You're right, you don't want to go changing your data schema any time a new parameter comes up!
I've seen two ways of doing something like this. One, just have a "meta" text field, and format the value to define both the parameter and the value. Joomla! does this, for example, to track custom article properties. It looks like this:
ProductTable
id name meta
--------------------------------------------------------------------------
1 prod-a title:'a product title',desc:'a short description'
2 prod-b title:'second product',desc:'n/a'
3 prod-c title:'3rd product',desc:'please choose sm med or large'
Another way of handling this is to use additional tables, like this:
ProductTable
product_id name
-----------------------
1 prod-a
2 prod-b
3 prod-c
MetaParametersTable
meta_id name
--------------------
1 title
2 desc
ProductMetaMapping
product_id meta_id value
-------------------------------------
1 1 a product title
1 2 a short description
2 1 second product
2 2 n/a
3 1 3rd product
3 2 please choose sm med or large
In this case, a query will need to join the tables, but you can optimize the tables better, can query for independent meta without returning all parameters, etc.
Choosing between them will depend on complexity, whether data rows ever need to have differing meta, and how the data will be consumed.

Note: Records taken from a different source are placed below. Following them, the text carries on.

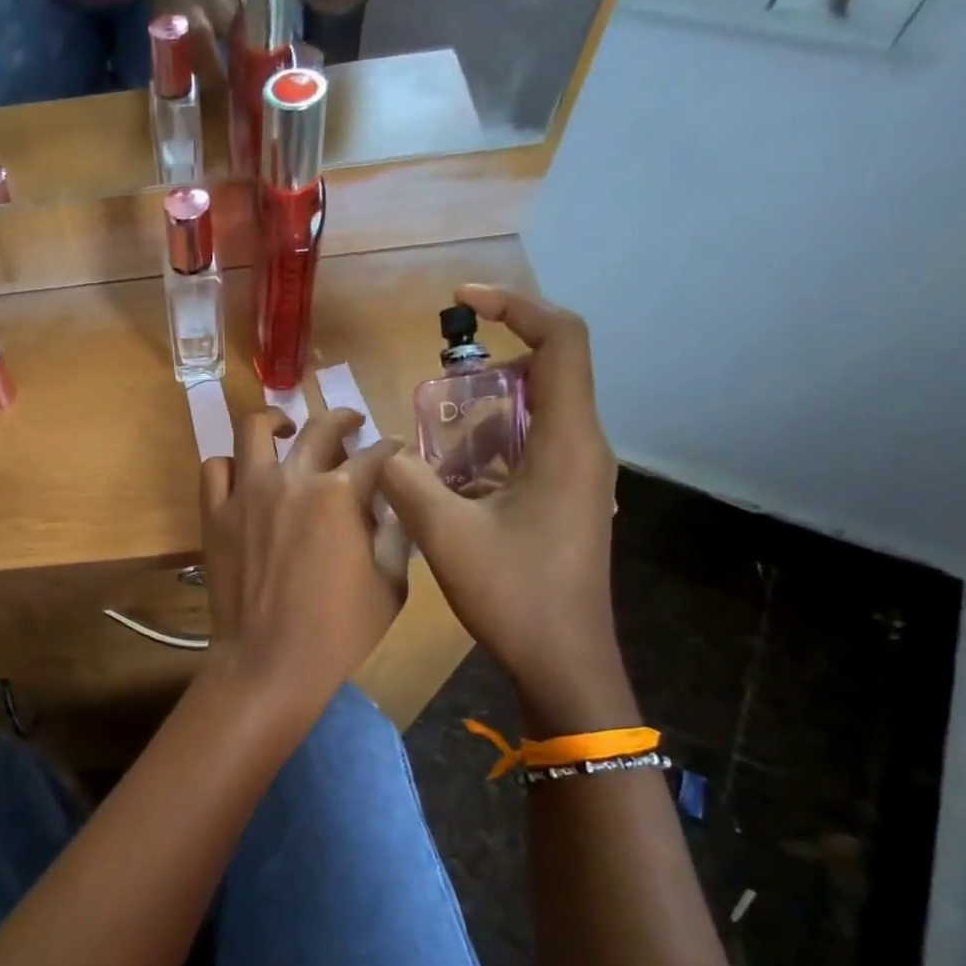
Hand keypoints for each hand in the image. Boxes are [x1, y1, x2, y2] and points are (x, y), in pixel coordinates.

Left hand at [201, 406, 404, 709]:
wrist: (269, 661)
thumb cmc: (338, 631)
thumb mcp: (390, 586)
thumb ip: (394, 536)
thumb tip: (393, 508)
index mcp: (341, 495)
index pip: (375, 456)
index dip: (391, 450)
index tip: (394, 451)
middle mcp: (292, 480)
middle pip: (320, 429)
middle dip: (344, 419)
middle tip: (352, 426)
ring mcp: (247, 494)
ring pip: (254, 430)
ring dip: (276, 421)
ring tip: (286, 429)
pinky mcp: (214, 515)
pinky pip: (215, 469)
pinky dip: (231, 464)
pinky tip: (244, 473)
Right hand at [378, 285, 623, 722]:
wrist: (563, 663)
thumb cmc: (515, 596)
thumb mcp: (447, 535)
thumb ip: (406, 480)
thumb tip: (383, 450)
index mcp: (568, 442)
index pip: (561, 341)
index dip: (516, 306)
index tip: (463, 302)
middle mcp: (582, 449)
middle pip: (543, 375)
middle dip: (483, 375)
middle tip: (431, 395)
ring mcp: (575, 479)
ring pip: (528, 420)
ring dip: (478, 423)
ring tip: (430, 451)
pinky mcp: (562, 503)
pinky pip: (523, 455)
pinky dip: (483, 456)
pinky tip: (445, 489)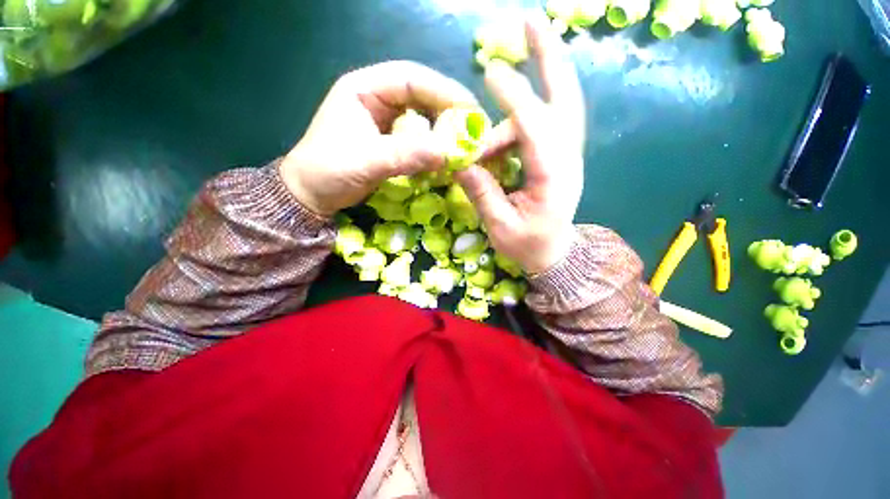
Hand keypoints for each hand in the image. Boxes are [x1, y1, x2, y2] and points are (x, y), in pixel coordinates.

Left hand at [281, 61, 477, 215]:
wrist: (311, 194)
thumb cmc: (328, 171)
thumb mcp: (366, 161)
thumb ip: (406, 155)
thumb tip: (447, 154)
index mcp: (365, 88)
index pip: (411, 77)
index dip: (443, 91)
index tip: (470, 111)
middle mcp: (377, 98)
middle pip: (422, 95)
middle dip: (449, 111)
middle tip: (475, 129)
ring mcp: (385, 121)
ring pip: (423, 117)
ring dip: (444, 130)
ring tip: (465, 143)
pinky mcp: (391, 141)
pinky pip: (419, 138)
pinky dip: (434, 146)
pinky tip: (445, 155)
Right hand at [455, 16, 585, 274]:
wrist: (553, 253)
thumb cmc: (527, 246)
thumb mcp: (499, 226)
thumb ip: (481, 193)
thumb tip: (459, 161)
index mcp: (553, 179)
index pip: (536, 129)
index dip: (515, 100)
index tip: (491, 73)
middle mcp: (567, 159)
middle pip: (565, 99)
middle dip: (549, 59)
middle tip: (531, 21)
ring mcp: (567, 155)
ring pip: (557, 105)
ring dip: (531, 86)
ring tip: (496, 91)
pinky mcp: (559, 155)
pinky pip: (549, 119)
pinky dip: (530, 105)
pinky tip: (512, 107)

The Key Value table is a good idea and it works much faster than the SQL Server 2005 XML indexes. I started the same type of solution with XML in a project and had to change it to a indexed Key Value table to gain performance. I think SQL Server 2008 XML Indexes are faster, but have not tried them yet.
The XML speed only factors in depending on the size of the data going into the xml column. We had a project that stuffed data into and processed data from an xml column. It was very fast.. until you hit around 64kb. 63KB and less took milliseconds to get the data out or insert into. 64KB and the operations jumped to a full minute. Go figure.
Other than that the main issue we had was complexity. Working with xml data in sql server is not for the faint of heart.
Regardless, your best bet is to have a table of name / value pairs tied to the entity in question. Then it's easy to support having entities with either different properties or dynamically adding / removing properties. This too has it's caveats. For example, if you have more than say 10 properties, then it will be much faster to do pivots in code.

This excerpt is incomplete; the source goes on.